Having reduced Mecca, the place of his nativity, which he marched against with about ten thousand men, he put to death all those whom he suspected to be his most inveterate enemies, giving pardon to the rest on a formal recantation; and having committed the government of the city to a confidential deputy, he returned to Medina, for he did not deem it safe to dwell any longer in a place where he might every moment run the risk of being secretly despatched.

The Arabs compute their time from the period at which Mohamined fled from Mecca, which they call the Hegira, a word that in their language signifies flight. This is similar to the Grecian method of computing from the first institution of the Olympic games, and the Roman practice of dating from the foundation of the city. Formerly the Mohammedans computed from the last war in which they had been engaged.

Mohammed having a deep rooted enmity against the Jews, made war upon all those adjacent tribes who professed that religion. It is perhaps difficult to assign a reason why his animosity had neither limits to its rage, nor termination to its existence; but we find one circumstance mentioned by some authors, which the Impostor might view as a vindication of its occasional sallies. A certain Jew, named Caab, having a brother who had espoused the religion of Mohammed, he composed on the occasion a ludicrous poem, in which he exhibited the fooleries and nonsense of that religion in such a satirical light, that the prophet determined to take vengeance on every tribe professing Judaism on his account. Such is the tendency of satirical compositions, if well written, that they unavoidably exasperate the persons against whom they are levelled, if they do not reclaim them. Rage being the effect which Caab's poem produced, Mohammed gave strict orders to apprehend, and bring him to condign punishment. And in order the better to secure the performance of his command, he offered a reward to the person who should seize him. On his being apprehended and brought before him, the poem was recited by the author in his hearing; after inserting the name of Abu Bekr instead of Mohammed, which it seems occurred very often, expecting thereby to mitigate his fury. But finding him by no means inclined to the side of clemency for this alteration, Caab had recourse to an expedient, which answered his purpose, rescued him from impending destruction, and even obtained him the intimacy and patronage of the prophet. The Impostor having received a new mistress by way of present, an object it seems, who was the very darling of his soul, Caab wrote a poem in commendation of her charms, so exactly suited to the palate of the pretended prophet, that he buried his resentment in an excess of kindness.

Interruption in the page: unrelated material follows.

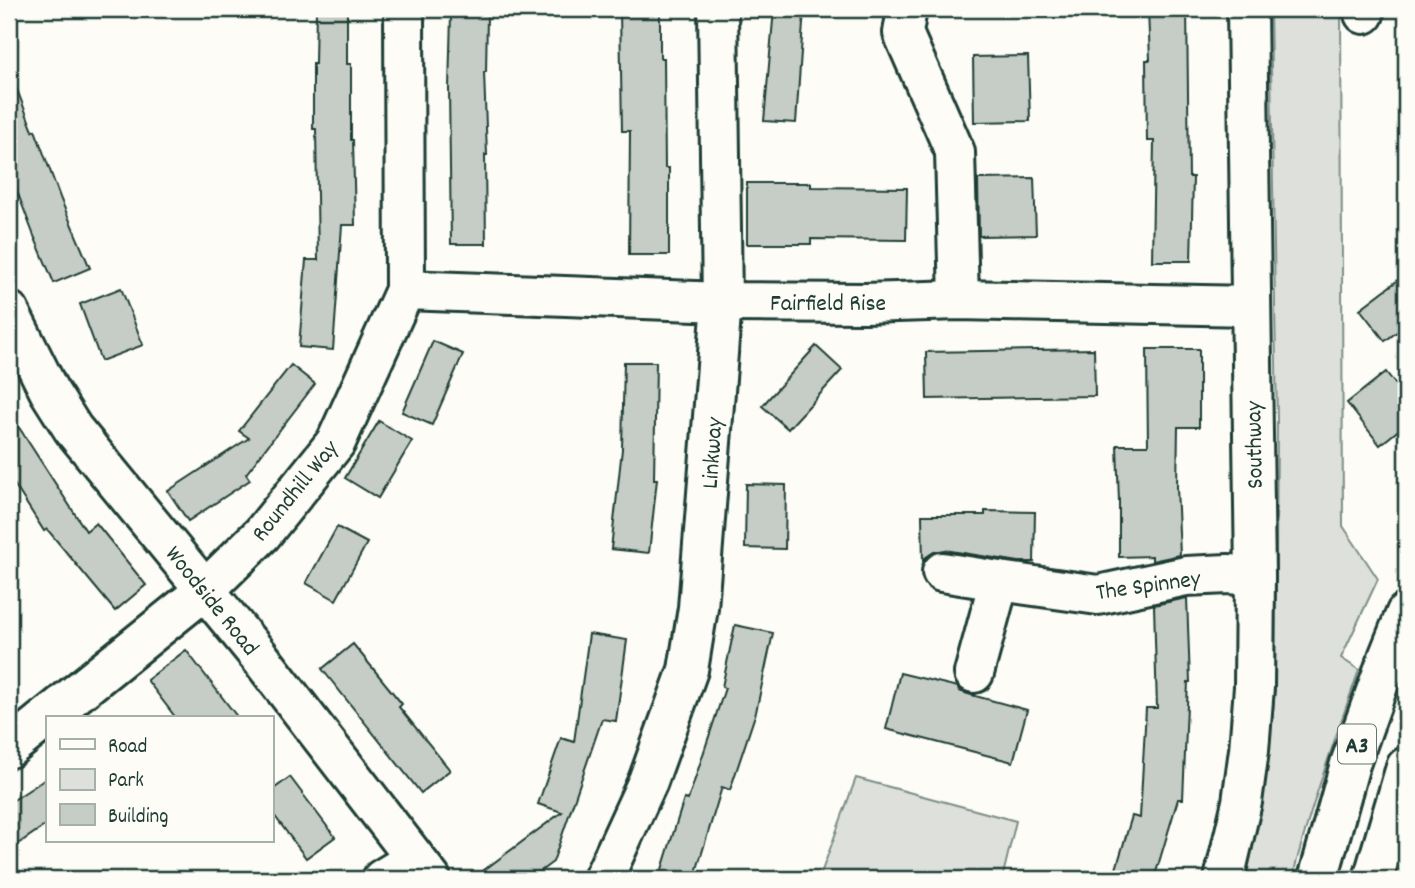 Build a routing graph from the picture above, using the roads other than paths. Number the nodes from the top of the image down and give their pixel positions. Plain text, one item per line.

Presence of mind, if it be not a virtue, is nevertheless of such importance to its possessor, that it frequently delivers him from greater trials, difficulties, and embarrassments, than any of the four which are denominated cardinal.

The whole life of Mohammed after his flight to Medina, was one continued scene of butchery and rapine. He, with his associates and followers, plundered every caravan of its valuable commodities, if not guarded by a force superior to his own, in which case he was obliged to make a precipitate retreat in order to save his life. It often happened, however, that there arose much disputation among his followers, how the booty should be divided, to which he put a final period by the eighth chapter of his Koran. He there assigned one fifth part to himself, and ordered the rest to be divided among his soldiers. Strict discipline and subordination are not easily kept up among freebooters and thieves, for even the captain of such a gang will soon dwindle into contempt, and perhaps be in danger of losing his life, if he discovers a determined resolution to have an immoderate share. Such is the nature of his employment, that he must rather make his portion the result of their concessions, than of his own stern authority. With this fact Mohammed seems to have been perfectly acquainted, and therefore as he had small hopes of composing their differences or silencing their murmurs by his exertions as a man, he had recourse to his old trade of fetching authority from heaven, and made God the umpire between him and his followers. He was very fortunate in his battles, if success in a desperately wicked cause deserves the appellation; but amidst the wonderful and mysterious vicissitudes of human affairs, it was not to be expected that he would always be victorious. The most distinguished favorites of fortune, whether in the senate or the field, never experienced uninterrupted success. At the battle of Ohud he was obliged to retreat, having lost a considerable number of his men, whom he left dead on the field. As many of his adherents concluded that the prophet of God would be invulnerable; and his army crowned with universal triumph, they could not help murmuring against him on the loss of their relations, which, as it betrayed a spirit of disaffection, he prepared himself to suppress. He attempted to persuade them

that their defeat was to be ascribed to the wickedness of some who followed him, against whom it thus pleased the Almighty to testify his displeasure. It is no doubt true, that the Supreme Being has sometimes shown his hatred of vice by the complete discomfiture of the vicious; but Mohammed very artfully attributed the wickedness in this case to an improper source. If, instead of considering it as a punishment for the sins of his followers, he had honestly confessed that it was for the crimes of their leader, we should have given him credit for the acknowledgment, and considered it as pretty near the truth. In addition to this he made use of an old expedient which had frequently served his turn upon former occa

sions- his beloved doctrine of fate and destiny. He observed that the very moment of every man's death is fixed, beyond which no caution can ever carry him, nor the greatest negligence or danger prevent him from reaching. That it is all one as to the time of his departure whether he is at home or in the field of battle. But he gave the finishing stroke to his sophistry upon this subject by affirming that such as expired in battle, in defence of religion, would unquestionably be rewarded with a seat in paradise. Nothing equal to this could have been invented, to make men fight with ungovernable fury and desperation, which the very certainty of perishing behooved to strengthen. As the prospect of death increased, their brutal ferocity would rise higher and higher, since the point of the sword was their passport to heaven. A man of an enlarged understanding may be astonished how such nonsense could become a subject of belief; but let the fact be admitted that it was believed, and then the consequences which we have stated must follow.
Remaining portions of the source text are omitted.